Observations on vietnamese culture

There are many aspects of Vietnamese culture that I really enjoy and have accepted whole heatedly – like showing respect by referring to people based on their age relative to you, or slurping you soup and noodles! But there is one part of Vietnamese culture that I still find strange and cannot accept, which is the pressure on girls to get married young. Whenever I meet a new Vietnamese person, the conversation almost always starts by them asking my age, where I am from, what my salary is, if I am married, and how old I will be when I do get married. I by no means am saying every Vietnamese asks these questions, but I have to say I have had this experienced almost more times than I can count. To a Westerner, these questions can come off as very personal and unusual to ask someone you have just met. I know now that these questions are just a way that Vietnamese get to know me and I answer them honestly every time, but the “when will you be married?” question still doesn’t sit well with me. Not only does the question assume that everyone wants to get married in the first place, but it also puts so pressure on young Vietnamese girls to find a husband, which can take away from their carriers or other aspirations. Many of my single friends here in Hanoi who are around my age have told me about how their parents keep asking when they will bring a man home. If you’re not married by 30-years old in Vietnam, you’re considered undesirable and too old to find someone anymore. Parents get worried, and think marriage is a kind of security net for their children.  For me, marriage is something that should happen because you are ready for it and have met the right person, not something you should force to happen by a certain age. I’m not saying that young marriage is always bad and unhappy, but I think you need your youth to figure out who YOU are before you can commit to another person for the rest of your life. This may be a somewhat Western view, but it’s one that I will always advocate for because I believe marriage is too big of a decision to force on a person.
However, from what I have observed, the pressure to get married young is a generational thing which is changing. Although my single Vietnamese friends say they feel their parents want them to get married soon, they want to wait until they find the right person to marry. I think the “get married young” view is becoming old-fashioned amoug today’s youth. However that doesn’t mean that girls don’t feel the pressure still. They see their friends marrying, and ask themselves when their wedding will be. I think this shows there is a slow but definitive change in this aspect of Vietnamese culture. I have no idea how far this change will go or if it will happen for the better, but I hope it happens in a sustainable way that will give Vietnamese girls more freedom.
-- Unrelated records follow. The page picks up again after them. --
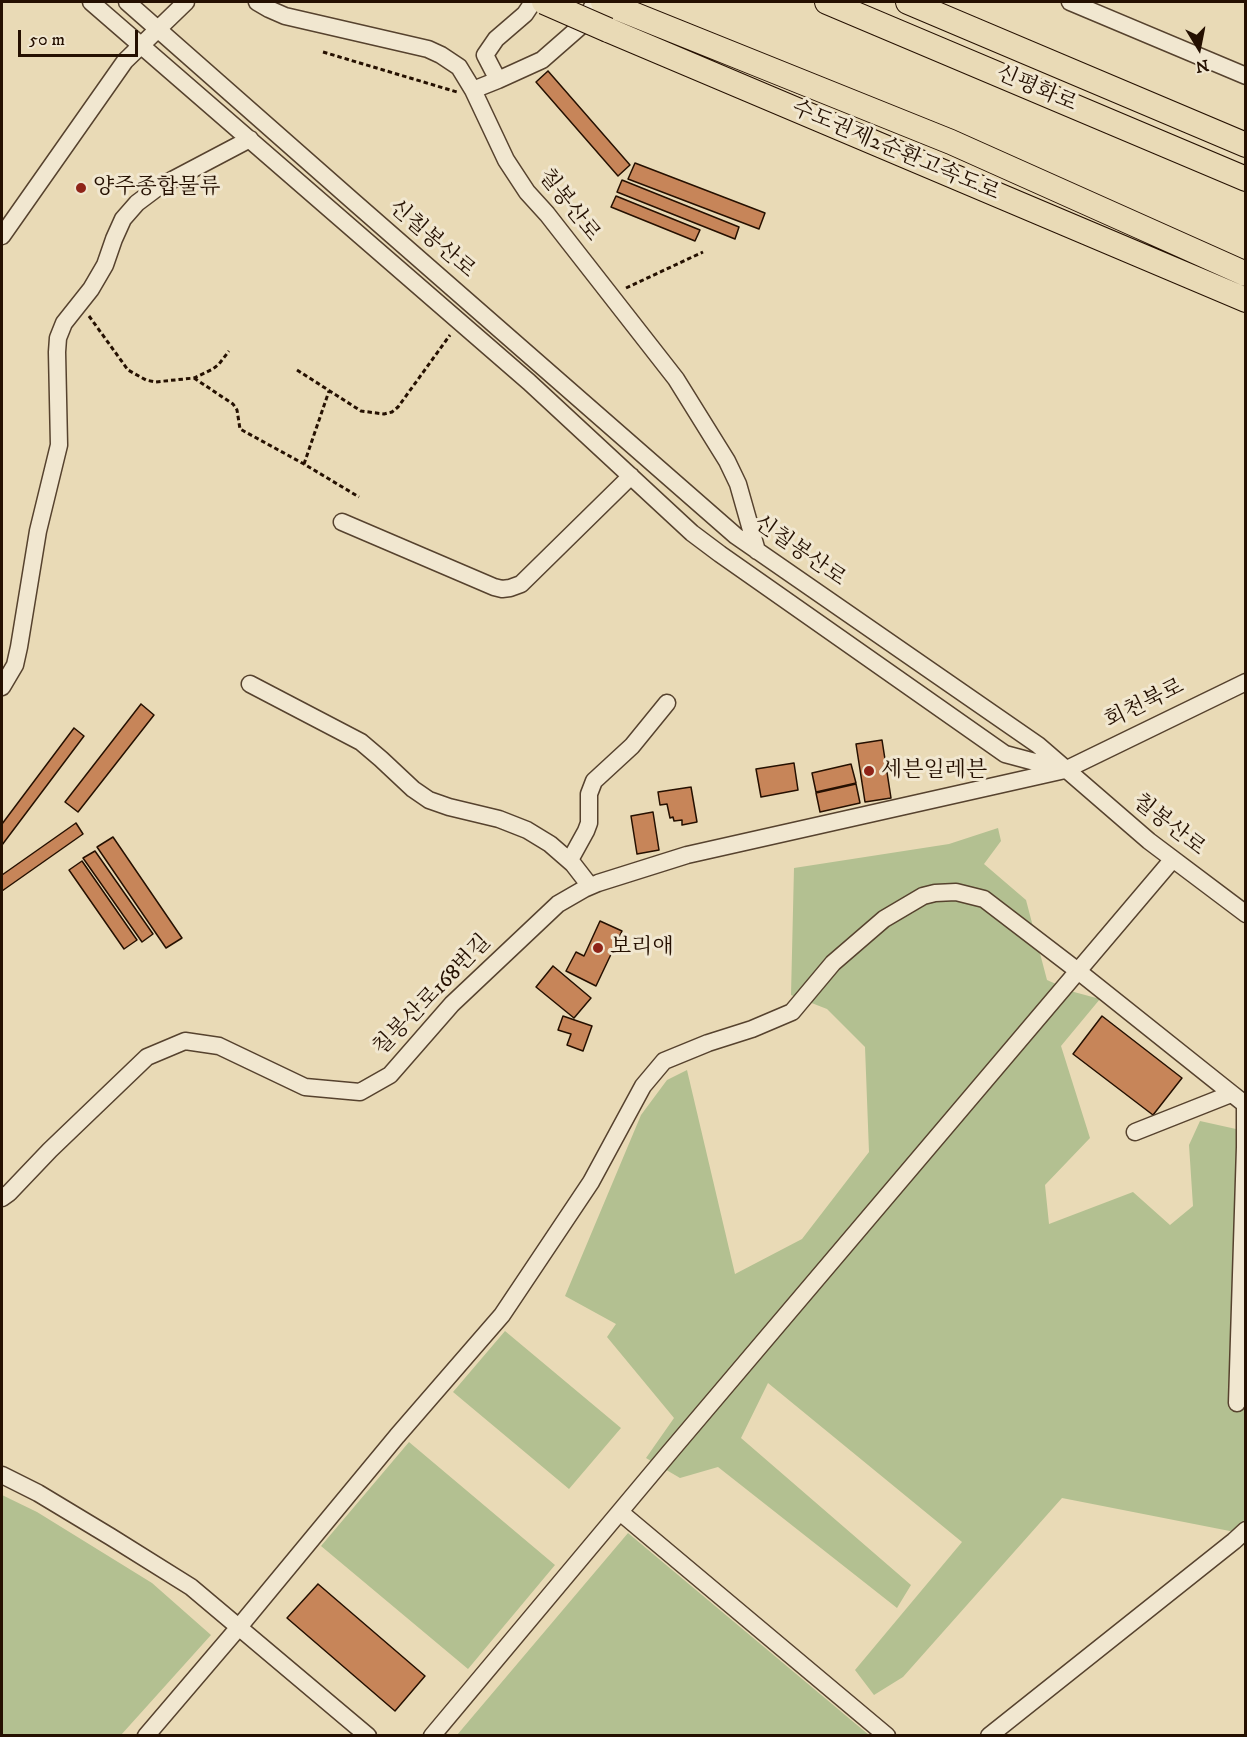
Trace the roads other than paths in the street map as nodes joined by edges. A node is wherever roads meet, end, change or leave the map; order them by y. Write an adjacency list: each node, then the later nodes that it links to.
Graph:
1 (91, 2): 13 (street, 신칠봉산로)
2 (127, 2): 12 (street, 신칠봉산로)
3 (186, 2): 12 (street)
4 (257, 2): 16 (street, 칠봉산로)
5 (533, 2): 15 (street)
6 (544, 2): 22 (highway, 수도권제2순환고속도로, bridge)
7 (595, 2): 15 (street)
8 (827, 2): 19 (highway, 신평화로)
9 (908, 2): 18 (highway, 신평화로)
10 (1070, 2): 14 (street)
11 (612, 5): 21 (highway, 수도권제2순환고속도로)
12 (158, 29): 13 (street); 25 (street, 신칠봉산로)
13 (142, 45): 17 (street, 신칠봉산로); 20 (street)
14 (1245, 76)
15 (498, 81): 16 (street)
16 (473, 90): 25 (street, 칠봉산로)
17 (250, 139): 23 (street, 신칠봉산로); 28 (street)
18 (1245, 145)
19 (1245, 179)
20 (2, 236)
21 (1245, 274)
22 (1245, 300)
23 (631, 476): 24 (street); 30 (street, 신칠봉산로)
24 (342, 522)
25 (757, 550): 30 (street, 신칠봉산로)
26 (1245, 682): 30 (street, 회천북로)
27 (250, 684): 32 (street)
28 (2, 687)
29 (667, 703): 32 (street)
30 (1065, 770): 31 (street, 칠봉산로); 33 (street, 칠봉산로168번길)
31 (1173, 859): 34 (street, 칠봉산로); 35 (street)
32 (570, 860): 33 (street)
33 (590, 886): 39 (street, 칠봉산로168번길)
34 (1245, 914)
35 (1078, 971): 36 (street); 42 (street); 44 (street)
36 (1231, 1094): 37 (street); 38 (street)
37 (1245, 1105): 40 (street)
38 (1135, 1132)
39 (2, 1198)
40 (1237, 1403)
41 (2, 1475): 44 (street)
42 (620, 1512): 47 (street); 48 (street)
43 (1245, 1530): 49 (street)
44 (239, 1627): 45 (street); 46 (street)
45 (146, 1736)
46 (368, 1736)
47 (432, 1736)
48 (887, 1736)
49 (989, 1736)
So, to my fellow INDEVOURS and to my Vietnamese readers, do you observe a similar situation? And what do you think about this topic? Please note again that this just my observations about Vietnamese culture… I don’t claim that it is 100% accurate and I mean no offense. 

2 comments:

  1. Marriage to ensure social standing was the standard in the west as late as the 1980's. When women began to leave the house and enter the workforce they gained independence and no longer required a male to provide for them. I would expect that SE Asian culture is lagging behind that social trend.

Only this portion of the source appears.